Numerous nanostructured materials have been reported as efficient sulfur hosts to suppress the problematic “shuttling” of lithium polysulfides (LiPSs) in lithium‐sulfur (Li−S) batteries. However, direct comparison of these materials in their efficiency of suppressing LiPSs shuttling is challenging, owing to the structural and morphological differences between individual materials. This study introduces a simple route to synthesize a series of sulfur host materials with the same yolk‐shell nanospindle morphology but tunable compositions (Fe₃O₄, FeS, or FeS₂), which allows for a systematic investigation into the specific effect of chemical composition on the electrochemical performances of Li−S batteries. Among them, the S/FeS₂−C electrode exhibits the best performance and delivers an initial capacity of 877.6 mAh g⁻¹ at 0.5 C with a retention ratio of 86.7 % after 350 cycles. This approach can also be extended to the optimization of materials for other functionalities and applications.

中文翻译：

---

用于锂硫电池的基于蛋黄壳氧化铁/硫化物碳纳米纺锤的高效硫主体

据报道，许多纳米结构材料是有效的硫主体，可以抑制锂硫（Li−S）电池中多硫化锂（LiPS）的“穿梭”问题。
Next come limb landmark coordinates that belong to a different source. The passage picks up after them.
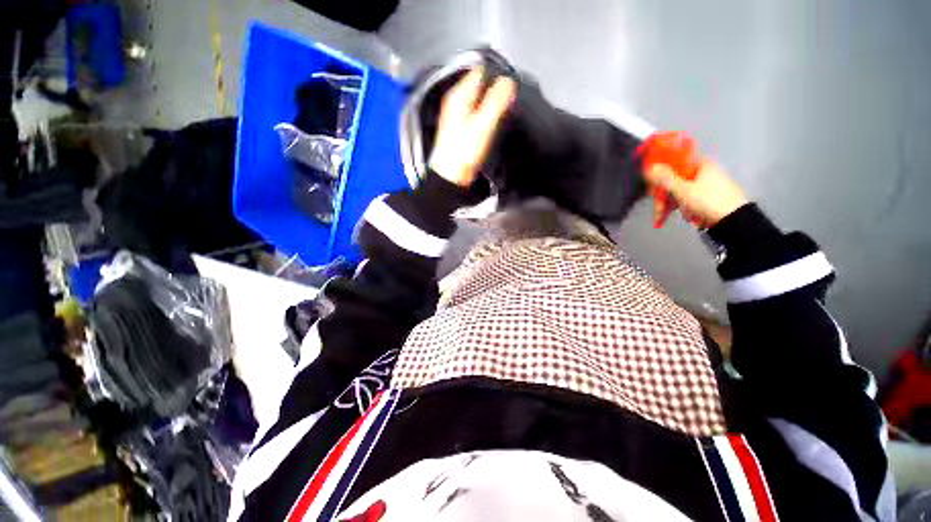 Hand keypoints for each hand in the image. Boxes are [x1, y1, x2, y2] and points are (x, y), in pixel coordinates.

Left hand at [428, 68, 516, 186]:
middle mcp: (457, 100)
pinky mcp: (462, 128)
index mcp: (460, 95)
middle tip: (509, 104)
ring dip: (492, 104)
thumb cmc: (464, 152)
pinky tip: (493, 124)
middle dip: (496, 90)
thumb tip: (510, 81)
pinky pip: (477, 112)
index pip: (481, 71)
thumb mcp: (483, 125)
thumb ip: (497, 101)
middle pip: (481, 85)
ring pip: (480, 99)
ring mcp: (458, 114)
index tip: (510, 89)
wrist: (451, 176)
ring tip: (503, 114)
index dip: (497, 76)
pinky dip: (486, 115)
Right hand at [644, 160, 748, 227]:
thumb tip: (649, 167)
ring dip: (670, 204)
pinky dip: (681, 207)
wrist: (733, 221)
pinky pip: (688, 199)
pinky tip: (682, 215)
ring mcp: (707, 185)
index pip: (675, 164)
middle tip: (658, 209)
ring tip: (665, 217)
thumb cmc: (708, 201)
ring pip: (680, 192)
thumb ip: (665, 178)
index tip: (652, 187)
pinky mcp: (708, 197)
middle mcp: (705, 172)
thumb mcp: (682, 189)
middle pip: (675, 181)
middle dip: (664, 196)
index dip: (661, 174)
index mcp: (701, 164) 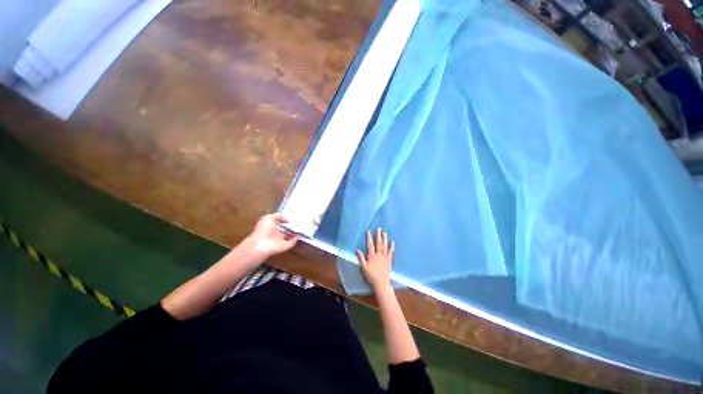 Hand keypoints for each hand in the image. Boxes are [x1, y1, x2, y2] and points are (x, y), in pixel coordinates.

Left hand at [246, 213, 297, 258]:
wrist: (260, 245)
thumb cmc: (263, 230)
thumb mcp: (268, 218)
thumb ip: (278, 216)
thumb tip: (287, 219)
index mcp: (270, 227)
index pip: (278, 223)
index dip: (284, 219)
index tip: (293, 216)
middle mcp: (275, 234)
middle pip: (284, 230)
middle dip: (291, 226)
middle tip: (299, 222)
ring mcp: (280, 241)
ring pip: (288, 236)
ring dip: (294, 233)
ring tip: (301, 228)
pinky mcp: (284, 246)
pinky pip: (291, 243)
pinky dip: (295, 240)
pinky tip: (299, 234)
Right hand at [356, 228, 394, 289]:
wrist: (381, 282)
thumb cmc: (371, 275)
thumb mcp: (364, 267)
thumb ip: (361, 258)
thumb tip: (357, 250)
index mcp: (372, 256)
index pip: (370, 245)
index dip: (369, 238)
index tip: (369, 231)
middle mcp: (379, 255)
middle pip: (378, 243)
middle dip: (378, 235)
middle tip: (379, 228)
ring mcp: (385, 257)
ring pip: (385, 246)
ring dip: (385, 239)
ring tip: (384, 233)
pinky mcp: (389, 260)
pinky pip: (391, 252)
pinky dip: (391, 246)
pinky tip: (392, 242) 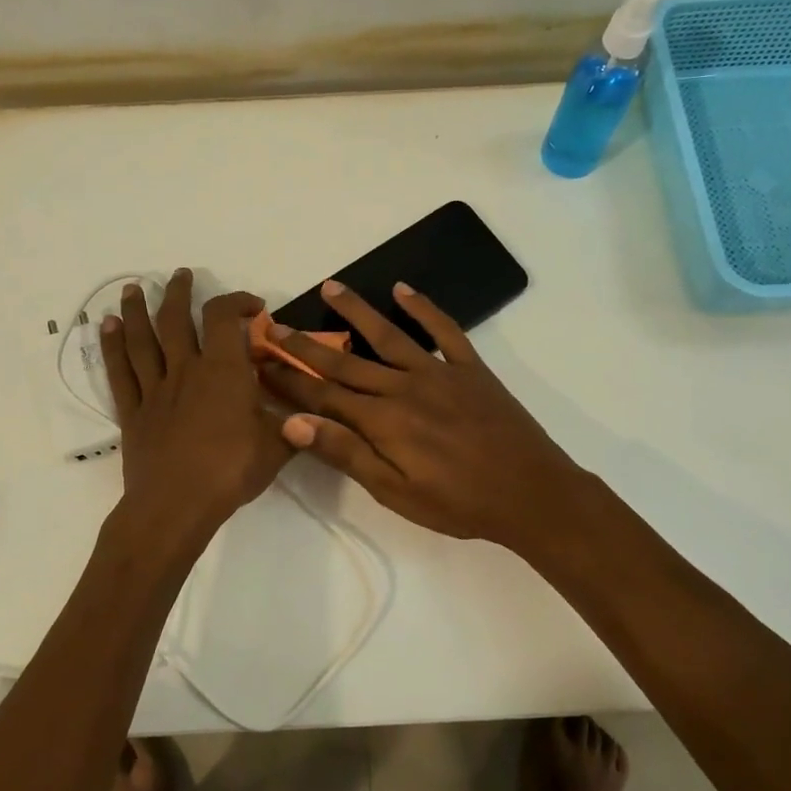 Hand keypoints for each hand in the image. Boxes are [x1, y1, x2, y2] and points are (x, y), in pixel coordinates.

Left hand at [102, 269, 290, 531]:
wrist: (177, 505)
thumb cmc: (231, 470)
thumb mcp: (278, 445)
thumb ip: (293, 422)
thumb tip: (310, 410)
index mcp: (223, 370)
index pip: (224, 317)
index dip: (237, 301)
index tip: (254, 307)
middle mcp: (185, 370)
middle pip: (175, 318)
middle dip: (178, 292)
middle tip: (180, 275)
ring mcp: (155, 390)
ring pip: (141, 339)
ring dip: (136, 310)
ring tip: (131, 287)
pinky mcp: (133, 413)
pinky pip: (119, 372)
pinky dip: (111, 347)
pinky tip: (105, 327)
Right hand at [259, 280, 588, 553]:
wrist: (531, 493)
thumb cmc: (459, 503)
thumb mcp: (395, 492)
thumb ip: (346, 453)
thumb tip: (293, 423)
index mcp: (382, 422)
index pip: (322, 396)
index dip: (288, 379)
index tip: (259, 362)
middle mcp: (403, 387)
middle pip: (345, 363)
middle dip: (306, 344)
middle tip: (276, 324)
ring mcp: (438, 372)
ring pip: (388, 335)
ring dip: (356, 311)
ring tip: (331, 287)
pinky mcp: (470, 368)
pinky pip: (444, 330)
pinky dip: (424, 308)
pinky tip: (403, 289) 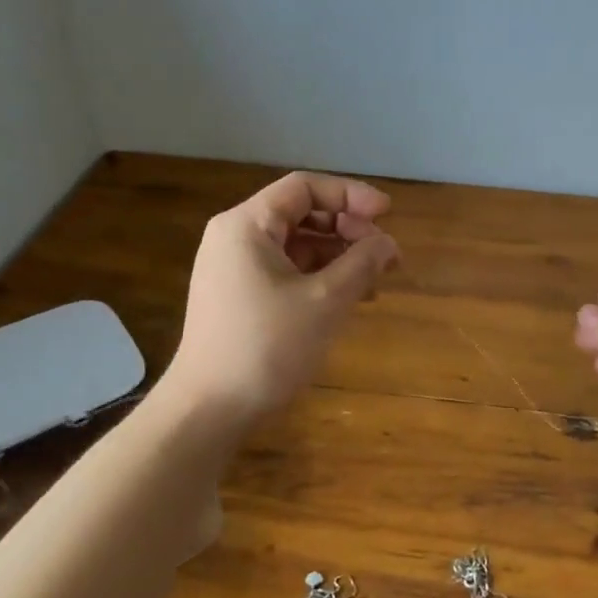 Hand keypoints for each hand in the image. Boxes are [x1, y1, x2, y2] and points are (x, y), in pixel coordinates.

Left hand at [169, 172, 399, 425]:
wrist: (210, 409)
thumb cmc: (267, 347)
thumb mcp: (325, 301)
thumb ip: (362, 263)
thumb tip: (388, 243)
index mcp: (247, 225)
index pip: (304, 188)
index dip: (351, 195)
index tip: (388, 215)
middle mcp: (236, 238)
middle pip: (301, 215)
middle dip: (349, 229)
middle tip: (386, 255)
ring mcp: (235, 270)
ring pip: (297, 246)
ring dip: (339, 256)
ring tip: (376, 280)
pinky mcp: (240, 298)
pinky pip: (287, 272)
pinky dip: (320, 278)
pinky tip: (349, 298) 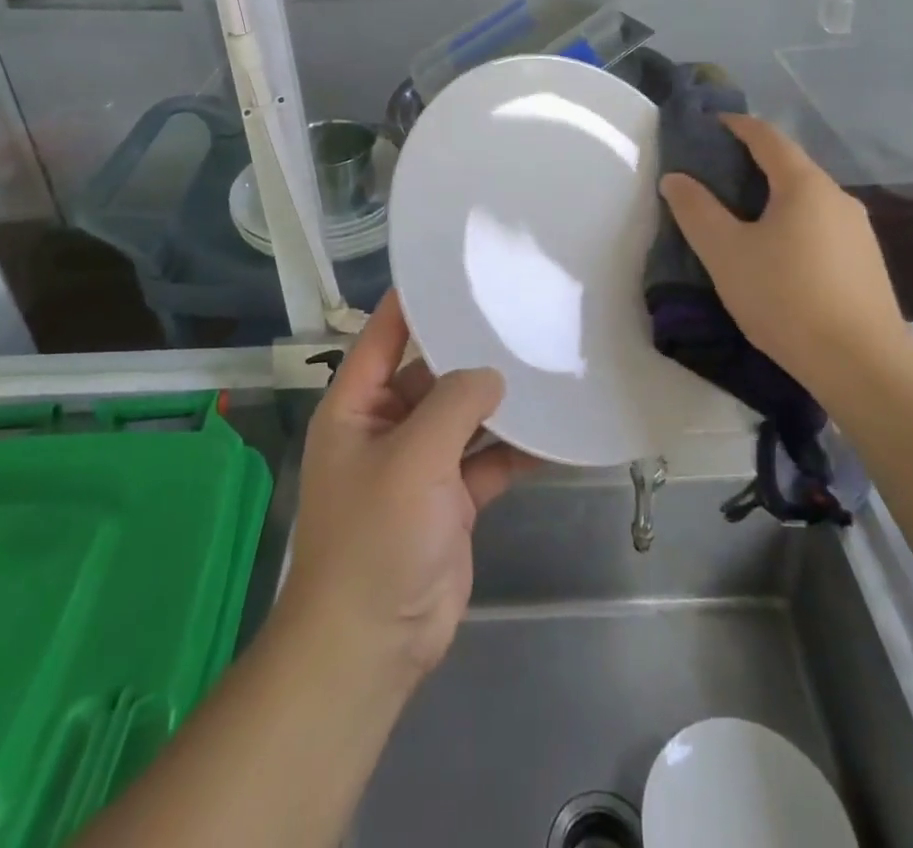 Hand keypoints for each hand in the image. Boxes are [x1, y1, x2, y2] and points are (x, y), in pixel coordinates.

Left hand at [280, 292, 533, 686]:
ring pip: (463, 417)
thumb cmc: (376, 537)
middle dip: (470, 350)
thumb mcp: (412, 458)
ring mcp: (420, 464)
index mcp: (357, 405)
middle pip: (431, 371)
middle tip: (520, 313)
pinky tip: (555, 432)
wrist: (373, 644)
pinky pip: (486, 461)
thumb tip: (493, 374)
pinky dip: (514, 450)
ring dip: (497, 401)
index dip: (415, 299)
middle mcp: (386, 425)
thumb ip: (454, 404)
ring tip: (545, 363)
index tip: (458, 268)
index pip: (384, 334)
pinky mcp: (450, 500)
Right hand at [658, 113, 912, 380]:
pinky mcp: (866, 263)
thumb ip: (696, 211)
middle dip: (751, 164)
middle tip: (714, 177)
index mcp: (805, 185)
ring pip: (806, 200)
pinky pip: (821, 228)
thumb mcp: (725, 253)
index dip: (736, 125)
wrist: (862, 365)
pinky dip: (792, 225)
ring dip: (773, 198)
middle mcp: (837, 198)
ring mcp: (858, 231)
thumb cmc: (786, 298)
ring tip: (740, 219)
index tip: (710, 125)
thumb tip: (675, 178)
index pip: (767, 137)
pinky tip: (777, 257)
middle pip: (790, 167)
然而，由于各个材料之间的结构和形态差异，直接比较这些材料抑制 LiPS 穿梭的效率具有挑战性。本研究介绍了一种简单的路线来合成一系列具有相同蛋黄壳纳米纺锤形貌但成分可调的硫主体材料（Fe ₃ O ₄、FeS 或 FeS ₂），从而可以系统地研究化学物质的具体效应成分对Li−S电池电化学性能的影响。其中，S/FeS ₂ -C电极表现出最好的性能，在0.5 C下的初始容量为877.6 mAh g ^-1，350次循环后的保留率为86.7%。这种方法还可以扩展到其他功能和应用的材料优化。